In Mexico City, Artist Theodora Allen Presents Mystical, Medieval Visions in Blue
The artist's new exhibition "Germ" is on view with Kasmin at Casa Siza in Mexico City.
“The ocean, the sky, the mountains in the distance all look blue, but when you get up close the blue is gone,” said artist Theodora Allen during a recent phone conversation, “It’s a mysterious color. Blue is a shapeshifter.”
The Los Angeles-based artist was calling from Mexico City. She was in town for the opening of her newest exhibition “Germ” a special exhibition with Kasmin Gallery held at Casa Siza, a new gallery and residence designed by Portuguese architect Álvaro Siza.
The show, which is Allen’s first in Mexico, brings together recent oil-on-linen paintings filled with cipher-like imagery—armor, shields, celestial geometries, seedlings—painted in a restricted palette of blues, grays, and whites, celestial hues that imbue the works with an otherworldly aura.

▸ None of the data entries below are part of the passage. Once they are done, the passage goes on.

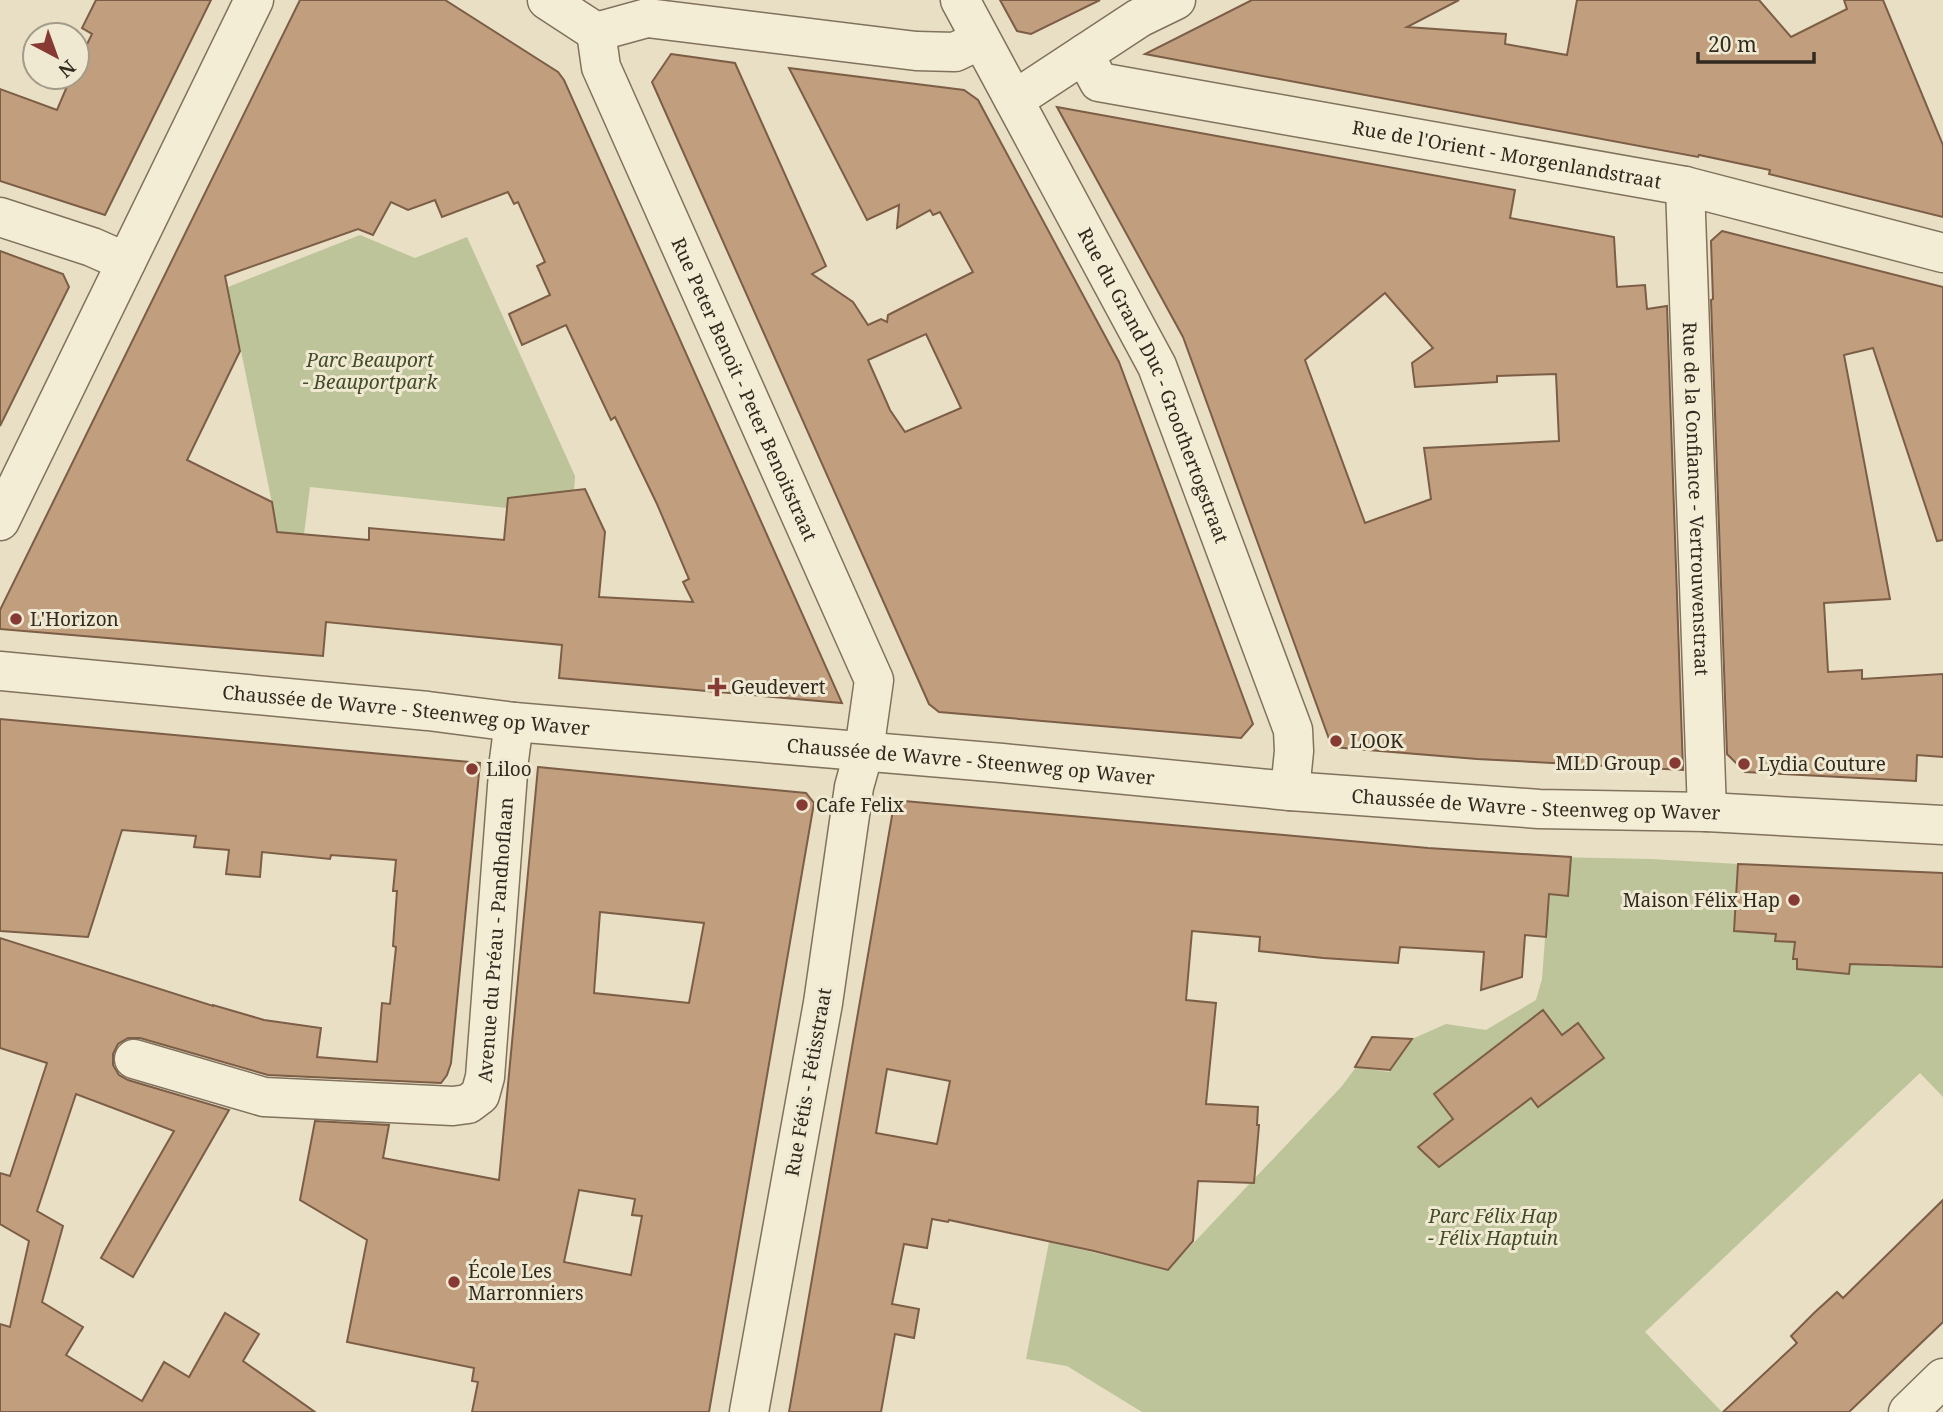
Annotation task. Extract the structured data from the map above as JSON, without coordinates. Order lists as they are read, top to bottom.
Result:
{
  "streets": {
    "street": [
      "Rue de l'Orient - Morgenlandstraat",
      "Rue du Grand Duc - Groothertogstraat",
      "Rue Peter Benoit - Peter Benoitstraat",
      "Rue de la Confiance - Vertrouwenstraat",
      "Chaussée de Wavre - Steenweg op Waver",
      "Avenue du Préau - Pandhoflaan",
      "Rue Fétis - Fétisstraat"
    ]
  },
  "crossings": [
    ["Rue de l'Orient - Morgenlandstraat", "Rue de la Confiance - Vertrouwenstraat"],
    ["Rue du Grand Duc - Groothertogstraat", "Chaussée de Wavre - Steenweg op Waver"],
    ["Rue Peter Benoit - Peter Benoitstraat", "Chaussée de Wavre - Steenweg op Waver"],
    ["Rue Peter Benoit - Peter Benoitstraat", "Rue Fétis - Fétisstraat"],
    ["Rue de la Confiance - Vertrouwenstraat", "Chaussée de Wavre - Steenweg op Waver"],
    ["Chaussée de Wavre - Steenweg op Waver", "Avenue du Préau - Pandhoflaan"],
    ["Chaussée de Wavre - Steenweg op Waver", "Rue Fétis - Fétisstraat"]
  ],
  "parks": ["Parc Beauport - Beauportpark", "Parc Félix Hap - Félix Haptuin"],
  "places": {
    "other": [
      "L'Horizon",
      "LOOK",
      "MLD Group",
      "Lydia Couture",
      "Liloo",
      "Cafe Felix",
      "Maison Félix Hap",
      "École Les Marronniers"
    ],
    "health": ["Geudevert"]
  },
  "scale_bar": "20 m",
  "north": "bottom right"
}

Over the years, Allen (b. 1985) has honed this restrained and yet potent visual lexicon which takes inspiration from myth, literature, and music along with Art Nouveau graphic arts and Symbolist motifs. The Mexico City exhibition is an awaited follow-up to “weald” Allen’s 2019 debut with Kasmin. In that show, Allen juxtaposed paintings of shields with paintings of psychotropic plants and botanical imagery, and alluded, through her varied symbols, to the tensions and overlaps between the physical world and the interior mindscape. “Germ” expands on these considerations, presenting two types of paintings—one group that depicts transcendent and precise geometries rooted in the cosmos with sharp lines, and the other group that revels in the softness of organic forms, depicting seedlings with a kind of tenderness.

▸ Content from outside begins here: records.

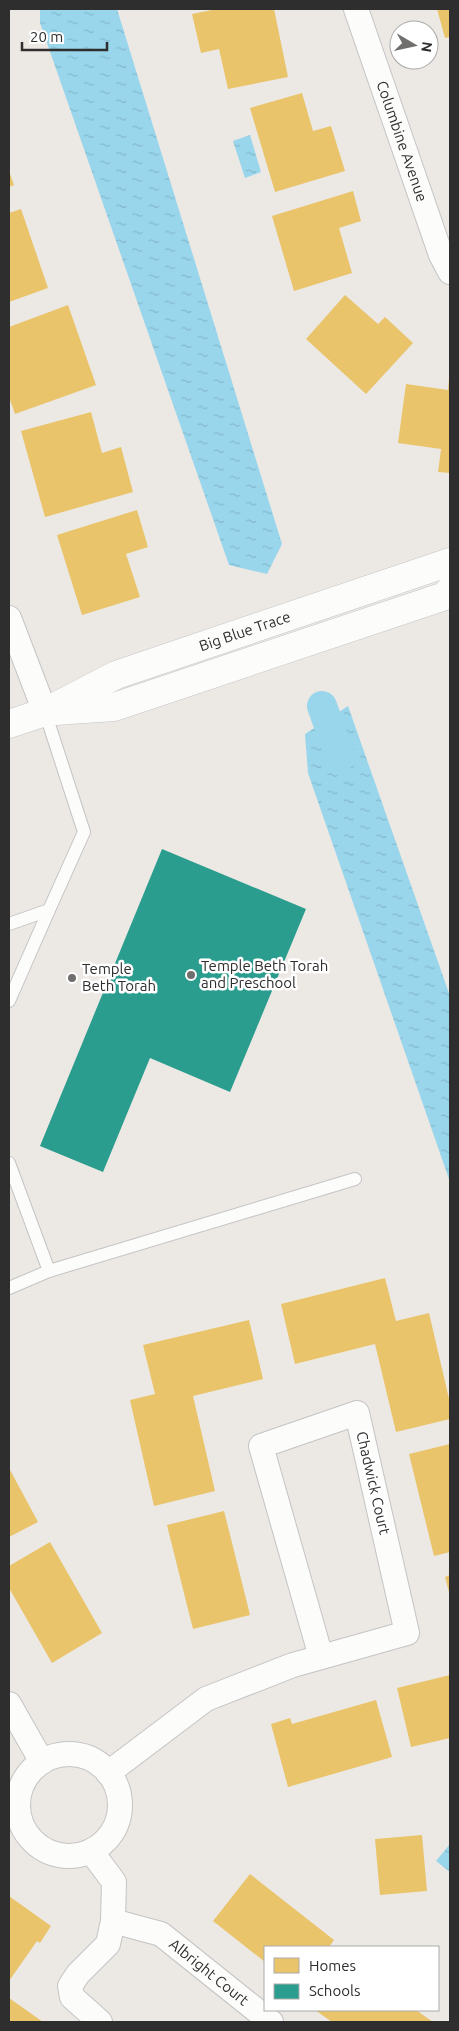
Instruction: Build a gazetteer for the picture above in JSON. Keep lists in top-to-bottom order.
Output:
{
  "streets": {
    "street": [
      "Columbine Avenue",
      "Big Blue Trace",
      "Chadwick Court",
      "Albright Court"
    ]
  },
  "places": ["Temple Beth Torah and Preschool", "Temple Beth Torah"],
  "legend": ["Homes", "Schools"],
  "scale_bar": "20 m",
  "north": "right"
}
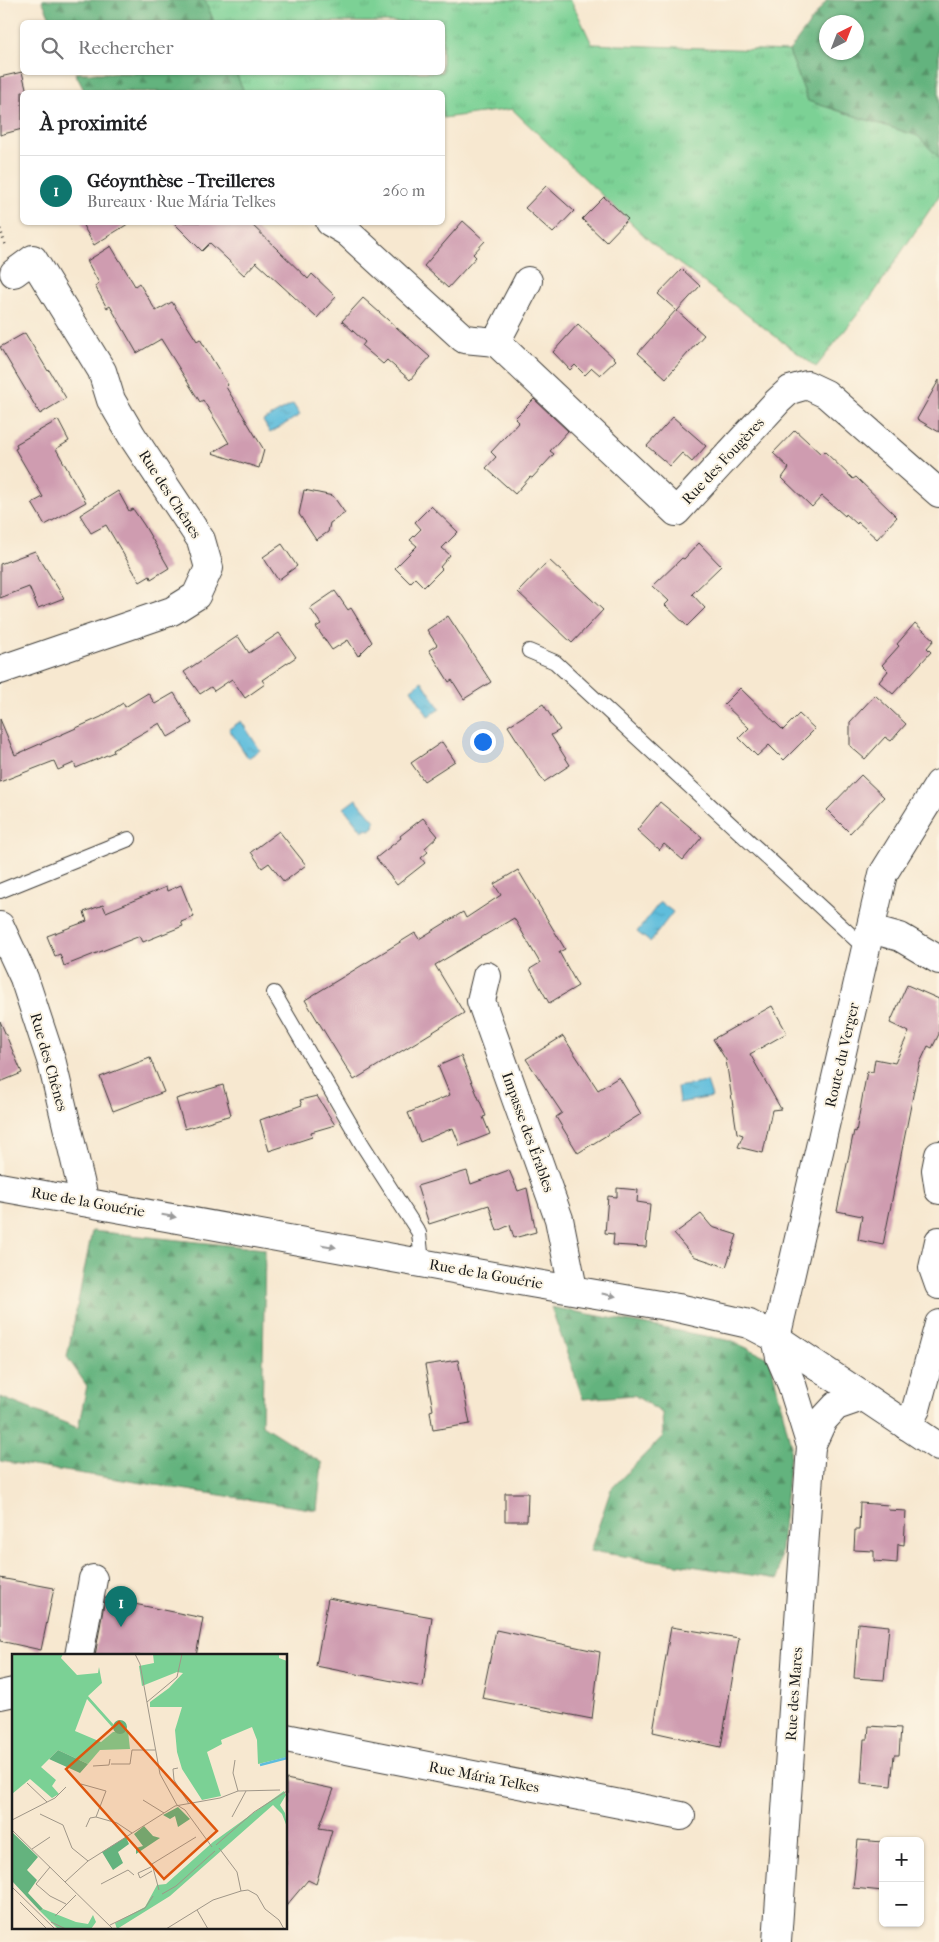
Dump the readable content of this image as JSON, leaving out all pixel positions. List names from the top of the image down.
{
  "streets": {
    "street": [
      "Rue des Fougères",
      "Rue des Chênes",
      "Route du Verger",
      "Impasse des Érables",
      "Rue de la Gouérie",
      "Rue des Mares",
      "Rue Mária Telkes"
    ]
  },
  "crossings": [
    ["Rue des Chênes", "Rue de la Gouérie"],
    ["Route du Verger", "Rue de la Gouérie"],
    ["Route du Verger", "Rue des Mares"],
    ["Impasse des Érables", "Rue de la Gouérie"],
    ["Rue de la Gouérie", "Rue des Mares"]
  ],
  "one_way": ["Rue de la Gouérie"],
  "north": "top right",
  "page": {
    "search": "Rechercher",
    "heading": "À proximité",
    "list": [
      {
        "mark": "1",
        "name": "Géoynthèse - Treilleres",
        "note": "Bureaux · Rue Mária Telkes",
        "value": "260 m"
      }
    ],
    "pins": "1",
    "map_buttons": ["+", "−"]
  }
}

“This show is an extension of past considerations, which evolve from show to show,” she expained “I think of it as one sprawling body of work that just keeps being added to rather than individual series”
Set in the cool, white walls of the modernist house, Allen’s newest paintings with their mystical, and even medieval imagery, are meant to create a chapel-like experience. “One of my favorite art moments is the Fra Angelico Chapel in Florence, where you’re just alone with a painting in a room,” she said “I hope people can see the work in person and take a moment to slow down. Experiencing painting via documentation just isn’t the same.”
Slowness, and a mediative quality, are embedded in the works themselves. In a home studio, Allen builds her compositions up slowly, applying thin layers of oil paint to linen canvases, then continuously, and strategically removing the paint with a soft cloth. This process leaves traces of color behind while simultaneously emphasizing the weave of the linen and allowing the white of the base to shine through, creating the light in the composition.
“It’s rigorous but gentle at the same time. The process tells me when the work is ready. If I take it too far, all the light is extinguished in the work. It’s a slow process sort of feeling it out as I go and taking my time with it and paying attention to what’s happening and allowing things to happen,” she said. “It’s a balance between control and letting go.”
In many ways, Allen’s work situates itself in the art historical lineage of Hilma af Klint and William Blake, as well as American Spiritualist artists like Agnes Pelton and as well as the artists of the 1960s SoCal psychedelic art scene.
For Allen, this exhibition is about the transition between the past and the present. Her ciphers, centuries old in origin, find new meaning. “Every image in the show is something that’s becoming something else—it’s in process,” she explained. The three largest paintings in the show, measuring just over six feet tall, show seedlings at different stages of development. Emerging and enveloping from a blue background, the seedlings look almost like comets. Other imagery, associated albeit romantically with warfare or destruction, such as shield and armor, give way to the possibility of regeneration. “I’ve worked with imagery of shields and armor for a while, but here everything becomes a portal. It’s all very permeable. Armor is meant to protect us, but here it’s falling away,” she said. “There’s not a logical reason for these things to exist together except an idiosyncratic logic about how these things exist together, about opposing forces coexisting.”
In one painting, The Starry Vault (Germination) III, a seedling grows both up and down—a visual manifestation of “as above so, below” a phrase used in many spiritual traditions to suggest the mirroring between the microcosm and the macrocosm (a cosmic pattern repeating in the whorls of a tree, for instance). “With this work, I’ve been thinking about change and the transitional periods of life,” she said, “Growth, possibility, potential. What’s been and what’s to come.”